◆ **Aim of the task**: Copy the listing below in full and skip every picture.
---------- Exercise data
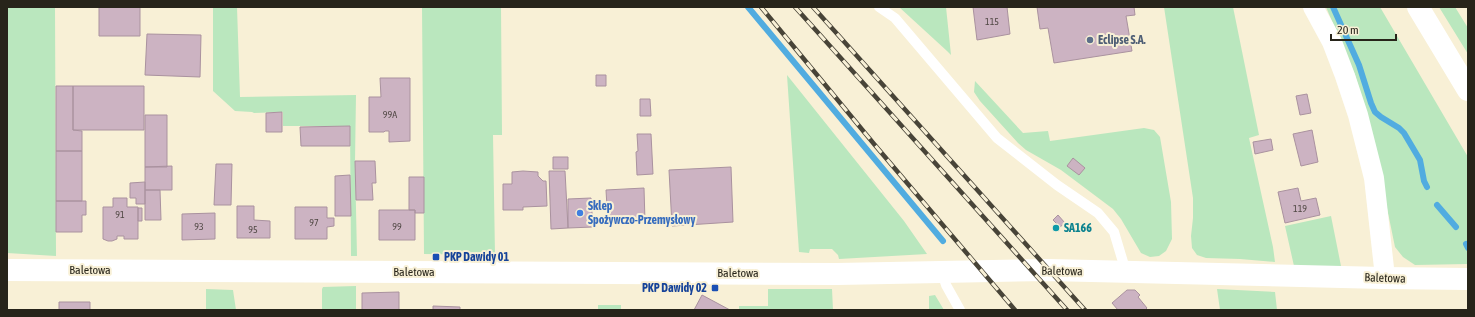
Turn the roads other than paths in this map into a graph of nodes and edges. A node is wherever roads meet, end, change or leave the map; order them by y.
1 (879, 7) edge
2 (1313, 7) edge
3 (1418, 7) edge
4 (1468, 90) edge
5 (7, 270) edge
6 (1126, 272) junction
7 (942, 273) junction
8 (1383, 278) junction
9 (1468, 279) edge
10 (960, 310) edge

1 - 6 lane
2 - 8 street
3 - 4 main road
5 - 7 main road, Baletowa
6 - 7 main road, Baletowa
6 - 8 main road, Baletowa
7 - 10 lane
8 - 9 main road, Baletowa

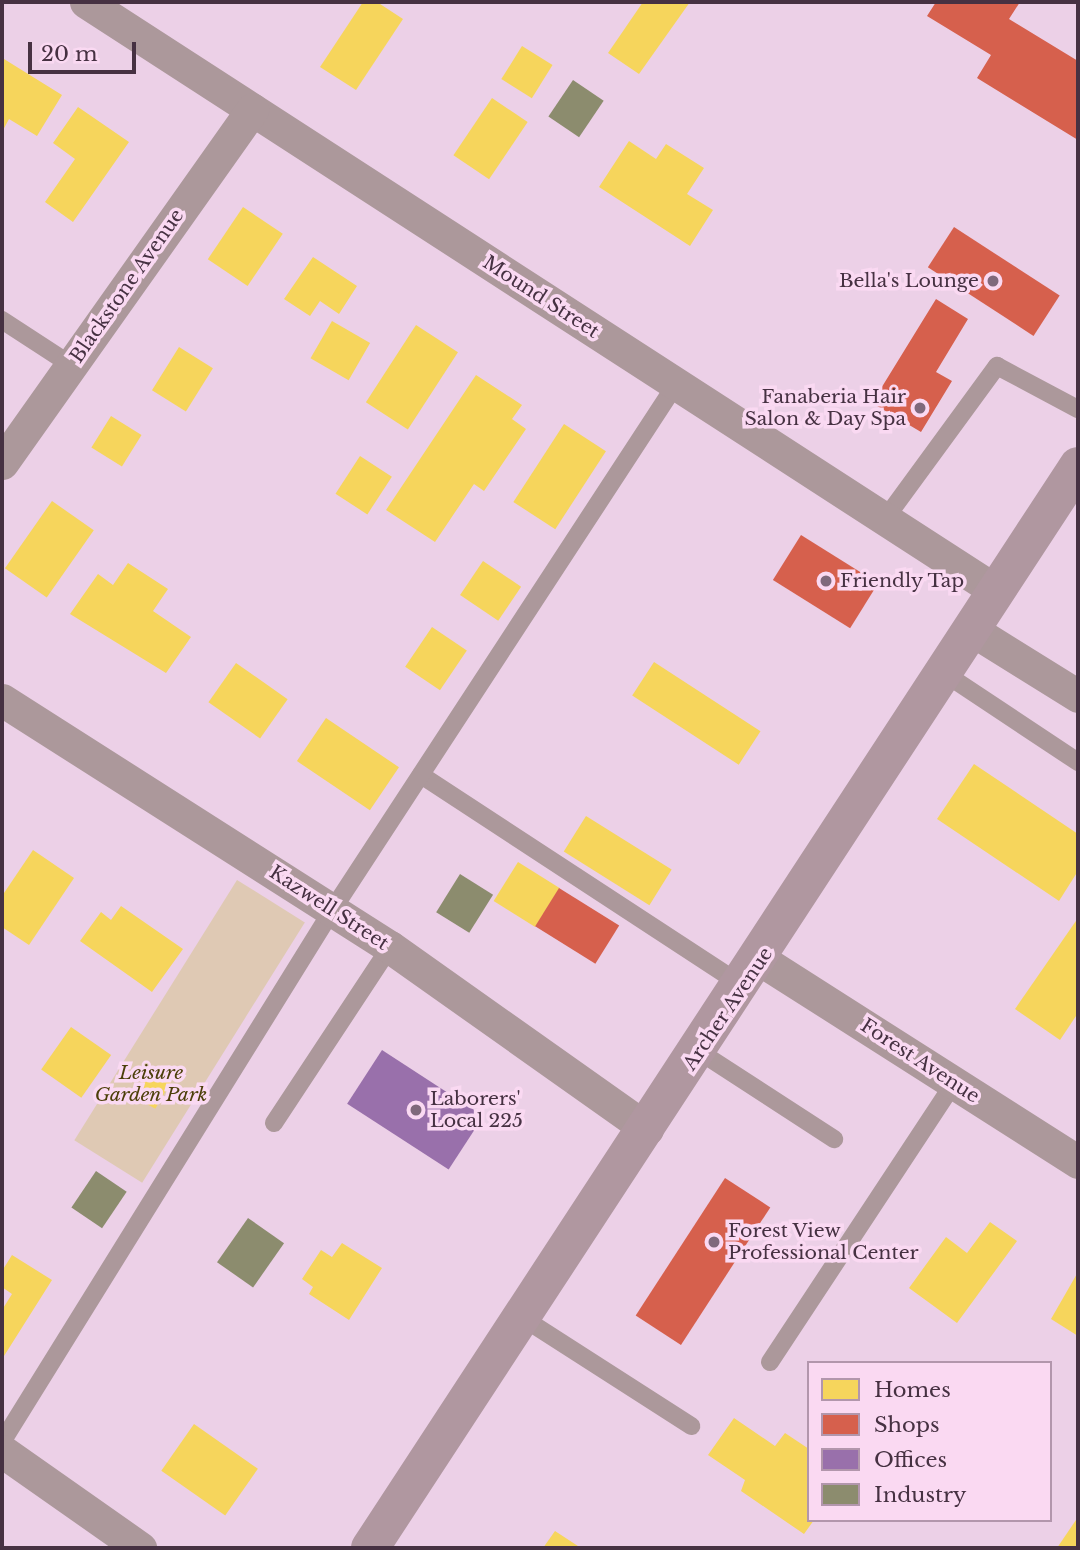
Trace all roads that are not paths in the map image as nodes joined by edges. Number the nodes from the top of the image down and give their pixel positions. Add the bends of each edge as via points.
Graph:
--------------------
◆ **Output of the exercise**:
Turn the roads other than paths in this map into a graph of nodes and edges. A node is wherever roads meet, end, change or leave the map; order them by y.
1 (879, 7) edge
2 (1313, 7) edge
3 (1418, 7) edge
4 (1468, 90) edge
5 (7, 270) edge
6 (1126, 272) junction
7 (942, 273) junction
8 (1383, 278) junction
9 (1468, 279) edge
10 (960, 310) edge

1 - 6 lane
2 - 8 street
3 - 4 main road
5 - 7 main road, Baletowa
6 - 7 main road, Baletowa
6 - 8 main road, Baletowa
7 - 10 lane
8 - 9 main road, Baletowa

Trace all roads that are not paths in the map image as nodes joined by edges. Number the nodes from the top of the image down and give their pixel positions. Add the bends of each edge as via points.
Graph:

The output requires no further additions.